In a letter to Secretary of Defense Lloyd J. Austin III, Johnson asked military officials to respond by Feb. 15 to the following:

1. Is DOD aware of increases in registered diagnoses of miscarriages, cancer, or other medical conditions in DMED in 2021 compared to a five-year average from 2016-2020? If so, please explain what actions DOD has taken to investigate the root cause for the increases in these diagnoses.

2. Have registered diagnoses of myocarditis in DMED been removed from the database from January 2021 to December 2021? If so, please explain why and when this information was removed and identify who removed it.

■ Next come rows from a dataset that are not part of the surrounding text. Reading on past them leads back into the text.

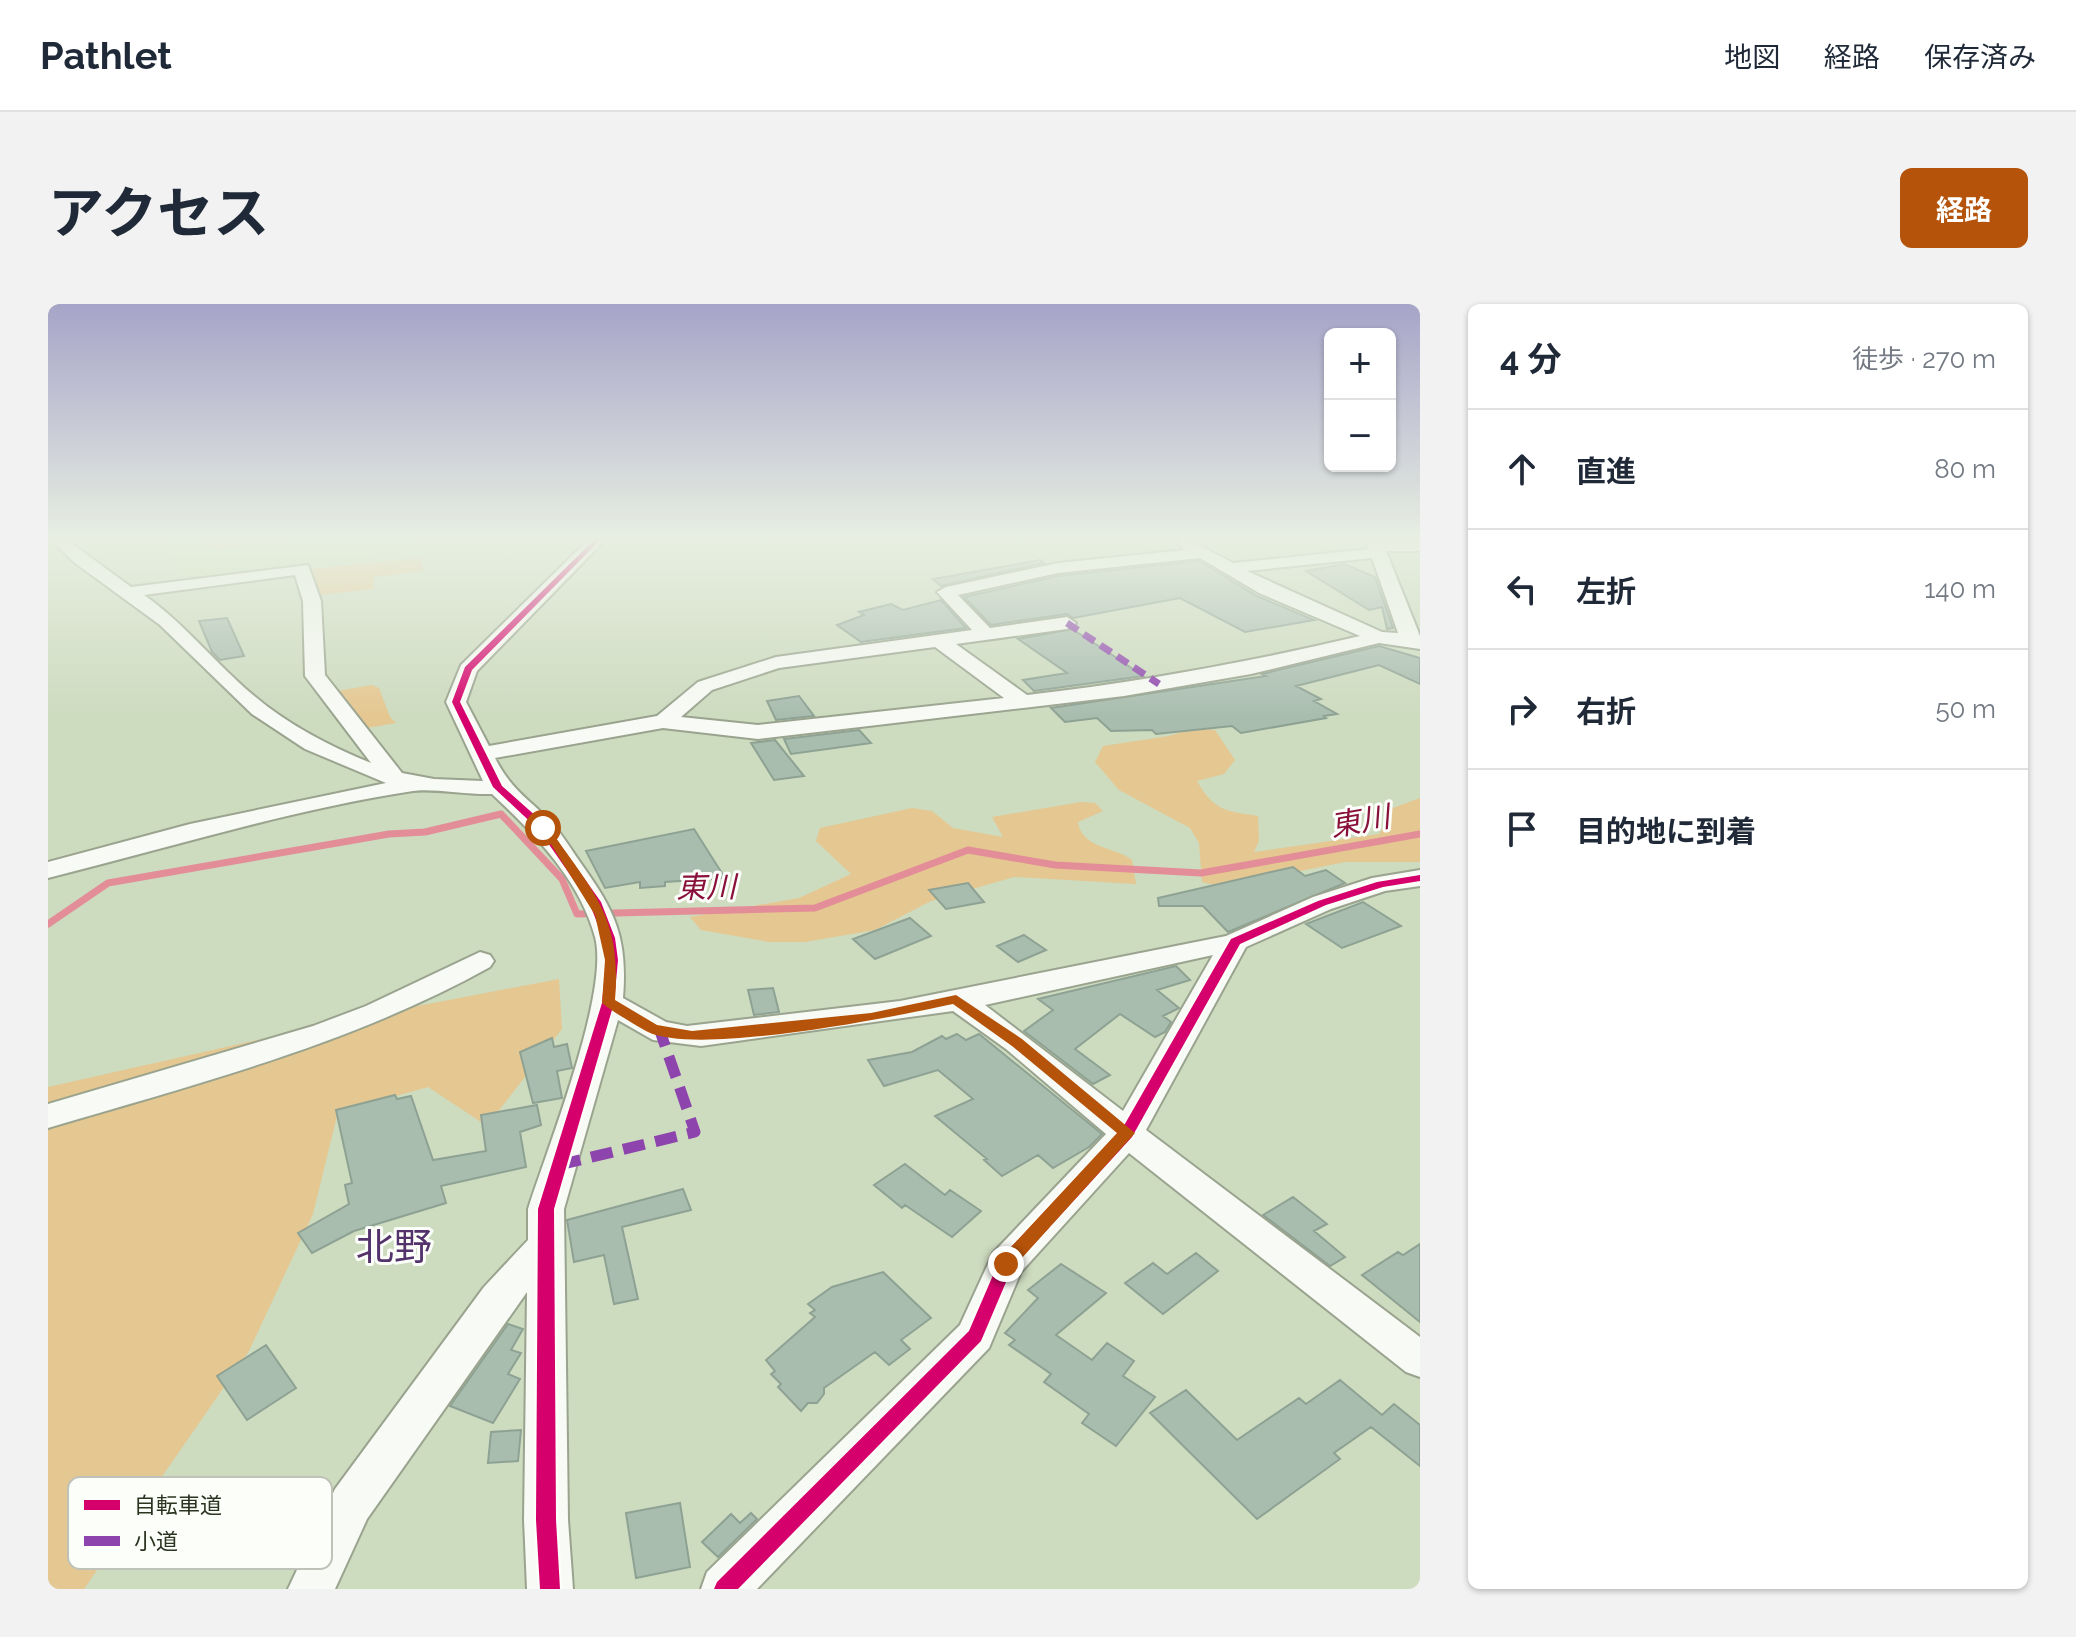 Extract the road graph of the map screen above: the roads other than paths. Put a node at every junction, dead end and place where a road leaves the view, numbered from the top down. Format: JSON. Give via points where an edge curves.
{"nodes":[{"id":1,"x":136,"y":597,"type":"edge"},
{"id":2,"x":311,"y":597,"type":"edge"},
{"id":3,"x":540,"y":597,"type":"edge"},
{"id":4,"x":951,"y":597,"type":"edge"},
{"id":5,"x":1284,"y":597,"type":"edge"},
{"id":6,"x":1398,"y":597,"type":"edge"},
{"id":7,"x":1067,"y":623,"type":"dead end"},
{"id":8,"x":985,"y":634,"type":"junction"},
{"id":9,"x":1379,"y":637,"type":"junction"},
{"id":10,"x":938,"y":640,"type":"junction"},
{"id":11,"x":1416,"y":641,"type":"edge"},
{"id":12,"x":1023,"y":702,"type":"junction"},
{"id":13,"x":663,"y":722,"type":"junction"},
{"id":14,"x":481,"y":754,"type":"junction"},
{"id":15,"x":403,"y":780,"type":"junction"},
{"id":16,"x":498,"y":787,"type":"junction"},
{"id":17,"x":48,"y":870,"type":"edge"},
{"id":18,"x":1420,"y":878,"type":"edge"},
{"id":19,"x":1235,"y":942,"type":"junction"},
{"id":20,"x":480,"y":961,"type":"dead end"},
{"id":21,"x":956,"y":999,"type":"junction"},
{"id":22,"x":608,"y":1003,"type":"junction"},
{"id":23,"x":48,"y":1116,"type":"edge"},
{"id":24,"x":1127,"y":1133,"type":"junction"},
{"id":25,"x":544,"y":1247,"type":"junction"},
{"id":26,"x":1420,"y":1360,"type":"edge"},
{"id":27,"x":332,"y":1544,"type":"edge"},
{"id":28,"x":320,"y":1569,"type":"edge"},
{"id":29,"x":311,"y":1589,"type":"edge"},
{"id":30,"x":550,"y":1589,"type":"edge"},
{"id":31,"x":724,"y":1589,"type":"edge"}],
"edges":[{"from":1,"to":15,"type":"street","via":[[258,710],[318,748]]},
{"from":2,"to":15,"type":"street","via":[[315,676]]},
{"from":3,"to":14,"type":"street","via":[[468,669],[456,702]]},
{"from":4,"to":8,"type":"street"},
{"from":5,"to":9,"type":"street"},
{"from":6,"to":11,"type":"street"},
{"from":7,"to":8,"type":"street"},
{"from":8,"to":10,"type":"street"},
{"from":9,"to":11,"type":"street"},
{"from":9,"to":12,"type":"street","via":[[1251,668]]},
{"from":10,"to":12,"type":"street"},
{"from":10,"to":13,"type":"street","via":[[776,663],[730,675],[705,686]]},
{"from":12,"to":13,"type":"street","via":[[758,732]]},
{"from":13,"to":14,"type":"street"},
{"from":14,"to":16,"type":"street"},
{"from":15,"to":16,"type":"street","via":[[470,789]]},
{"from":15,"to":17,"type":"street"},
{"from":16,"to":22,"type":"street","via":[[543,828],[599,909],[612,960]]},
{"from":18,"to":19,"type":"street","via":[[1322,903]]},
{"from":19,"to":21,"type":"street"},
{"from":19,"to":24,"type":"street"},
{"from":20,"to":23,"type":"street","via":[[439,986],[352,1024]]},
{"from":21,"to":22,"type":"street","via":[[871,1017],[692,1036],[653,1029]]},
{"from":21,"to":24,"type":"street"},
{"from":22,"to":25,"type":"street","via":[[546,1209]]},
{"from":24,"to":26,"type":"street"},
{"from":24,"to":31,"type":"street","via":[[1006,1264],[975,1336]]},
{"from":25,"to":27,"type":"street","via":[[498,1298],[351,1504]]},
{"from":25,"to":30,"type":"street"},
{"from":28,"to":29,"type":"street"}]}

Johnson’s letter stemmed from a panel hearing the senator held last month, during which attorney Thomas Renz said DMED data provided to him by three whistleblowers showed COVID vaccines are causing “catastrophic harm” to members of the U.S. military while not preventing them from getting the virus.

Renz told the panel the whistleblowers found a significant increase in registered diagnoses on DMED for miscarriages, cancer and many other medical conditions in 2021 compared to a five-year average from 2016-2020.

Renz said diagnoses for neurological issues increased 10 times from a five-year average of 82,000 to 863,000 in 2021.

Other conditions that spiked over the same five-year period included:

  • Hypertension: 2,181% increase.
  • Diseases of the nervous system: 1,048% increase.
  • Malignant neoplasms of the esophagus: 894% increase.
  • Multiple sclerosis: 680% increase.
  • Malignant neoplasms of digestive organs: 624% increase.
  • Guillain–Barré syndrome: 551% increase.
  • Breast cancer: 487% increase.
  • Demyelinating: 487% increase.
  • Malignant neoplasms of thyroid and other endocrine glands: 474% increase.
  •  Female infertility: 472% increase.
  •  Pulmonary embolism: 468% increase.
  •  Migraines: 452% increase.
  •  Ovarian dysfunction: 437% increase.
  •  Testicular cancer: 369% increase.
  •  Tachycardia: 302% increase.

Renz also told the panel some DMED data showing registered diagnoses of myocarditis had been removed from the database.

Johnson wrote:

“Following the allegation that DMED data had been doctored, I immediately wrote to you on January 24 requesting that you preserve all records referring, relating, or reported to DMED. I have yet to hear whether you have complied with this request.”

On Jan. 28, a DOD spokesman told PolitiFact there was a glitch in the DMED database that “gave the false impression that there was a huge spike in miscarriages, cancer and other medical issues among military members in 2021.”

The spokesman said the database had “been taken down to identify and correct the problem.”

The U.S. Army last week began discharging service members who refuse the vaccine, which is mandated across all arms of the military.

A lawsuit filed by 18 service members challenging the mandate is pending, as is the plaintiffs’ most recent request for an injunction.